All vital rates showed positive relationships with the height of individuals and negative relationships with successional age, with the former having larger effects than the latter. This means that in general the environmental modifications in the forest understorey associated to the successional development of forest structure (Lebrija-Trejos et al., 2011) are detrimental to the demographic success of M. acantholoba , although not all vital processes are affected with the same intensity. These results are consistent with previous observations on the performance of this species in the successional stands (Lebrija-Trejos et al., 2008; Romero, 2014).

Among all vital processes, survival presents a more marked change as succession unfolds. In the initial years of the process, survival probability is close to 1 for all individual sizes, but in subsequent years this probability decreases rapidly, especially for smaller individuals. Lebrija-Trejos et al. (2011) described the environmental factors characteristic of the early stages of secondary succession, such as high soil and air temperatures, as well as low soil water availability. M. acantholoba displays different functional attributes which confer it better performance under these conditions, such as high wood density, low wood water content, narrow leaves, small leaflets, etc. (Romero et al., 2020a, 2020b). Within the guild of pioneer species encompassing few species that are capable of growing under these conditions (Lebrija-Trejos et al., 2010), M. acantholoba stands out as the only species commonly attaining large population sizes (Rozendaal et al., 2016), which is the case in our study. However, as these conditions continue to change in response to the structural community development, other species enter the community which appear to be better competitors for light (Lebrija-Trejos et al., 2011; Dalmaso, Marques, Higuchi, Zwiener & Marques, 2020: Saenz-Pedroza et al., 2020); ultimately, this process of community taxonomic enrichment may be the major driver of the decrease in M. acantholoba ’s survival, thus reducing population size. This possibility is supported by the fact that, at advanced successional ages, the survival probability decreased mainly for small-sized individuals, as observed elsewhere (Saenz-Pedroza et al., 2020). This can be related to a decrease in recruitment, since at this stage light availability has largely decreased in the understory (Lebrija-Trejos et al., 2011), causing a reduction in the production of resprouts and the establishment of newly recruited individuals (Maza-Villalobos, Balvanera & Martínez-Ramos, 2011). As succession unfolds, survival decreases even for medium to large sized organisms, supporting the idea that the mechanisms affecting survival are related to the height of individuals, so that competition for light could be a very relevant factor, as it is directly linked to this feature (Matsuo et al., 2021). Future analyses of light gradients through the canopies of this and other tropical dry forests may confirm this possibility.

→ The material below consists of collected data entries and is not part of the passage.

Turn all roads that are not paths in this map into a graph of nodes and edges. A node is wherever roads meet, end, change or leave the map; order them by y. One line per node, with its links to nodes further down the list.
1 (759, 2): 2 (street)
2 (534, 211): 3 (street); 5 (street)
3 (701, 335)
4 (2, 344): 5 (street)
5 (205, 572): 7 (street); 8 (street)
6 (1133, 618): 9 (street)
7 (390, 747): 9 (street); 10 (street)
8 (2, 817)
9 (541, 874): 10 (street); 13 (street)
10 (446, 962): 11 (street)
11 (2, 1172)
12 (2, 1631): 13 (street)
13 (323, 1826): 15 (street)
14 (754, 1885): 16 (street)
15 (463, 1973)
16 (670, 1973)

Many pioneer species have high individual growth rates in the early years of succession (Galia Selaya, Oomen, Netten, Werger &, Anten, 2008). This growth, reflected in basal area increments, may be the main cause of the increase of biomass in pioneer species, even over fertility (Rozendaal and Chazdon, 2015). In some systems the growth rate decreases as succession advances, presumably due to changes in nutrient availability (Berger, Adams, Grimm &, Hildenbrandt, 2006). However, in the case of M. acantholoba , the growth rate remained relatively constant with successional age, and it was higher for small individuals than for large ones (Fig. 3B). This constant growth rate suggests that mechanisms potentially affecting the survival of individual trees, including decreased light availability, do not affect their growth. Regardless of the cause of the lack of variation in growth rates over time, this process does not appear to be responsible for the changes in basal area along succession; rather, an increase in the number of individuals should explain these changes (Muñoz et al., 2021), which is consistent with the increase in individual density also observed. Thus, individual tree growth may be discarded as a major driver of population dynamics of M. acantholoba over succession.

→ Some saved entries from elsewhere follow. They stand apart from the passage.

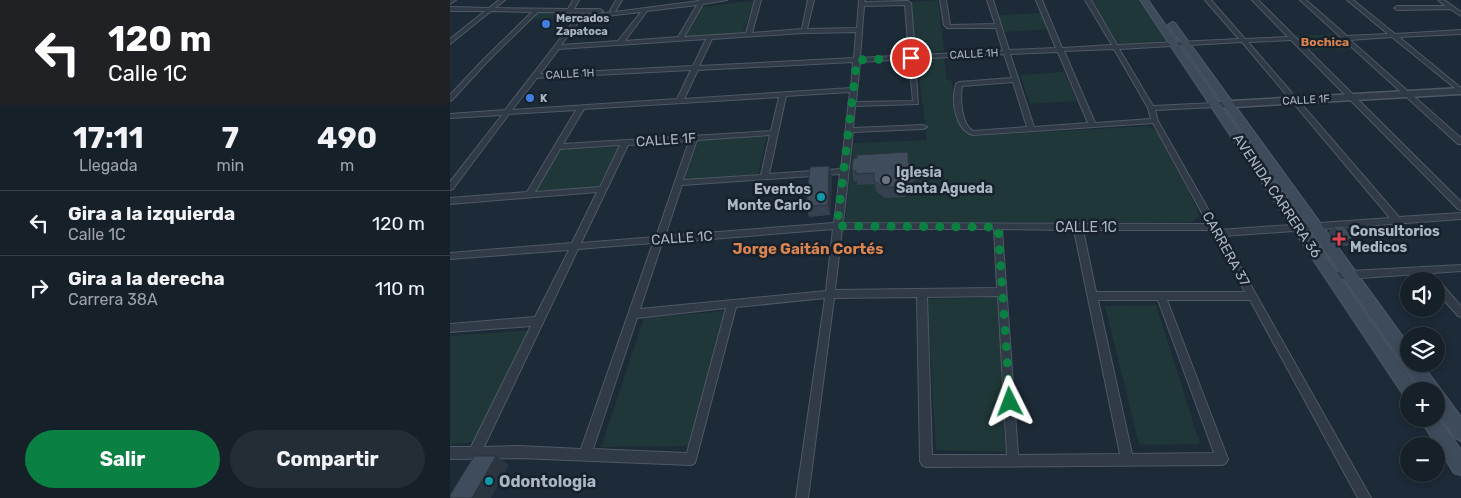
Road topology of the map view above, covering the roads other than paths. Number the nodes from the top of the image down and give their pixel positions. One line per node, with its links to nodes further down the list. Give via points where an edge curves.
1 (502, 0): 25 (street)
2 (576, 0): 28 (street)
3 (619, 0): 29 (street)
4 (662, 0): 22 (street)
5 (724, 0): 19 (street)
6 (758, 0): 37 (street)
7 (812, 0): 35 (street)
8 (942, 0): 33 (street)
9 (990, 0): 32 (street)
10 (1039, 0): 49 (street)
11 (1088, 0): 48 (street, CARRERA 37)
12 (1144, 0): 46 (main road, AVENIDA CARRERA 36)
13 (1154, 0): 46 (main road, AVENIDA CARRERA 36)
14 (1208, 0): 43 (street)
15 (1255, 0): 40 (street)
16 (1303, 0): 41 (street)
17 (1350, 0): 38 (street)
18 (1441, 0): 21 (street)
19 (703, 1): 22 (street); 42 (street)
20 (862, 2): 34 (street); 51 (street, via 908,3)
21 (1451, 7): 23 (street); 31 (street)
22 (659, 8): 27 (street)
23 (1396, 8)
24 (450, 9): 25 (street)
25 (490, 9): 26 (street); 44 (street)
26 (537, 10): 28 (street); 62 (street)
27 (645, 10): 30 (street); 45 (street)
28 (570, 11): 29 (street)
29 (613, 11): 30 (street)
30 (627, 12): 47 (street, via 579,18)
31 (1461, 14)
32 (998, 26): 33 (street); 50 (street)
33 (949, 27)
34 (859, 30): 35 (street); 52 (street)
35 (804, 31): 37 (street)
36 (1461, 32): 38 (street)
37 (748, 35): 39 (street)
38 (1396, 35): 41 (street); 58 (street)
39 (709, 38): 42 (street); 53 (street)
40 (1294, 38): 43 (street, CALLE 1H); 61 (street)
41 (1346, 38): 59 (street)
42 (679, 40): 45 (street)
43 (1243, 41): 46 (street, CALLE 1H); 63 (street)
44 (450, 42)
45 (620, 43): 47 (street)
46 (1180, 44): 48 (street, CALLE 1H); 67 (main road, AVENIDA CARRERA 36)
47 (557, 47): 54 (street)
48 (1114, 48): 49 (street, CALLE 1H); 69 (street, CARRERA 37)
49 (1060, 50): 50 (street, CALLE 1H); 73 (street)
50 (1007, 53): 51 (street, CALLE 1H); 55 (street)
51 (911, 58): 52 (street, CALLE 1H); 65 (street)
52 (857, 60): 53 (street, CALLE 1H); 57 (street)
53 (695, 68): 54 (street, CALLE 1H); 64 (street)
54 (534, 76): 70 (street)
55 (1015, 80): 56 (street); 76 (street)
56 (959, 84): 76 (street, via 958,102 968,131)
57 (854, 90): 60 (street); 66 (street)
58 (1461, 91): 59 (street, CALLE 1F)
59 (1409, 94): 61 (street, CALLE 1F); 79 (street)
60 (782, 95): 64 (street); 77 (street)
61 (1353, 97): 63 (street, CALLE 1F); 89 (street)
62 (450, 98)
63 (1296, 100): 67 (street, CALLE 1F); 91 (street)
64 (680, 102): 68 (street)
65 (916, 103): 66 (street)
66 (853, 104): 75 (street)
67 (1222, 105): 69 (street, CALLE 1F); 93 (main road, AVENIDA CARRERA 36); 96 (main road, AVENIDA CARRERA 36)
68 (581, 108): 70 (street); 81 (street)
69 (1151, 108): 72 (street, CARRERA 37)
70 (507, 112): 71 (street); 85 (street)
71 (450, 116)
72 (1155, 121): 73 (street); 97 (street, CARRERA 37)
73 (1092, 125): 76 (street)
74 (922, 127): 75 (street)
75 (849, 130): 82 (street)
76 (1031, 130)
77 (774, 133): 78 (street, CALLE 1F); 83 (street)
78 (694, 138): 80 (street, CALLE 1F); 84 (street)
79 (1461, 142)
80 (624, 143): 81 (street, CALLE 1F); 86 (street)
81 (557, 147): 87 (street)
82 (845, 171): 83 (street); 92 (street)
83 (764, 177): 84 (street)
84 (678, 183): 98 (street)
85 (450, 187)
86 (602, 189): 87 (street); 99 (street)
87 (529, 195): 88 (street)
88 (450, 201)
89 (1461, 207)
90 (1461, 216): 91 (street, CALLE 1C)
91 (1396, 220): 93 (street, CALLE 1C)
92 (837, 226): 94 (street, CALLE 1C); 98 (street, CALLE 1C); 107 (street)
93 (1315, 226): 96 (street, CALLE 1C); 103 (main road, AVENIDA CARRERA 36)
94 (998, 227): 95 (street, CALLE 1C); 106 (street)
95 (1078, 227): 97 (street, CALLE 1C); 109 (street)
96 (1298, 227): 97 (street, CALLE 1C); 104 (main road, AVENIDA CARRERA 36)
97 (1216, 230): 111 (street, CARRERA 37)
98 (658, 240): 99 (street, CALLE 1C); 114 (street)
99 (574, 247): 100 (street, CALLE 1C); 115 (street)
100 (450, 256)
101 (1461, 268): 102 (street)
102 (1425, 270): 103 (street)
103 (1350, 275): 104 (street); 117 (main road, AVENIDA CARRERA 36)
104 (1332, 276): 118 (main road, AVENIDA CARRERA 36)
105 (922, 292): 106 (street); 107 (street); 125 (street, via 926,461)
106 (1003, 292): 125 (street)
107 (830, 294): 112 (street); 128 (street)
108 (1445, 294): 113 (street)
109 (1094, 296): 110 (street); 126 (street)
110 (1161, 296): 111 (street); 126 (street, via 1222,460)
111 (1252, 296): 129 (street, CARRERA 37)
112 (732, 304): 114 (street); 124 (street, via 691,459)
113 (1461, 313)
114 (633, 314): 124 (street)
115 (539, 320): 116 (street); 122 (street)
116 (450, 328)
117 (1400, 345)
118 (1404, 382)
119 (1445, 410): 121 (main road)
120 (1434, 427): 127 (main road)
121 (1461, 432)
122 (475, 452): 123 (street); 124 (street)
123 (450, 453)
124 (585, 454)
125 (1014, 460): 126 (street)
126 (1127, 460)
127 (1461, 466)
128 (802, 498)
129 (1365, 498)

Like other vital processes, fecundity was higher for larger individuals and decreased with successional age. Against initial expectations, seed production had very low values from the beginning and did not show an increase in early successional stages. Within the processes involving fecundity, the probability of establishment of individuals recruited from seed was particularly low, since the proportion of seeds that succeed to germinate and establish is extremely low (< 0.0001). In other pioneer species this early stage of the life cycle has already been identified as the bottleneck of their populations (Álvarez-Bullya & Martínez-Ramos, 1992; Martínez-Ramos et al. 2021), mainly due to decreased light availability in the understory (Maza-Villalobos, Balvarena &, Martínez-Ramos, 2011). Thus, the effect of low fecundity added to a decreased survival gradually causes a reduction in population size, since more individuals die than establish. Other studies have found that resprouting in pioneer species may be a more important component of population maintenance than fecundity (Dietze and Clark, 2008). Therefore, due to its low values, we conclude that fecundity can hardly drive the population growth or biomass increase that occurs in M . acantholoba populations during the early phases of succession.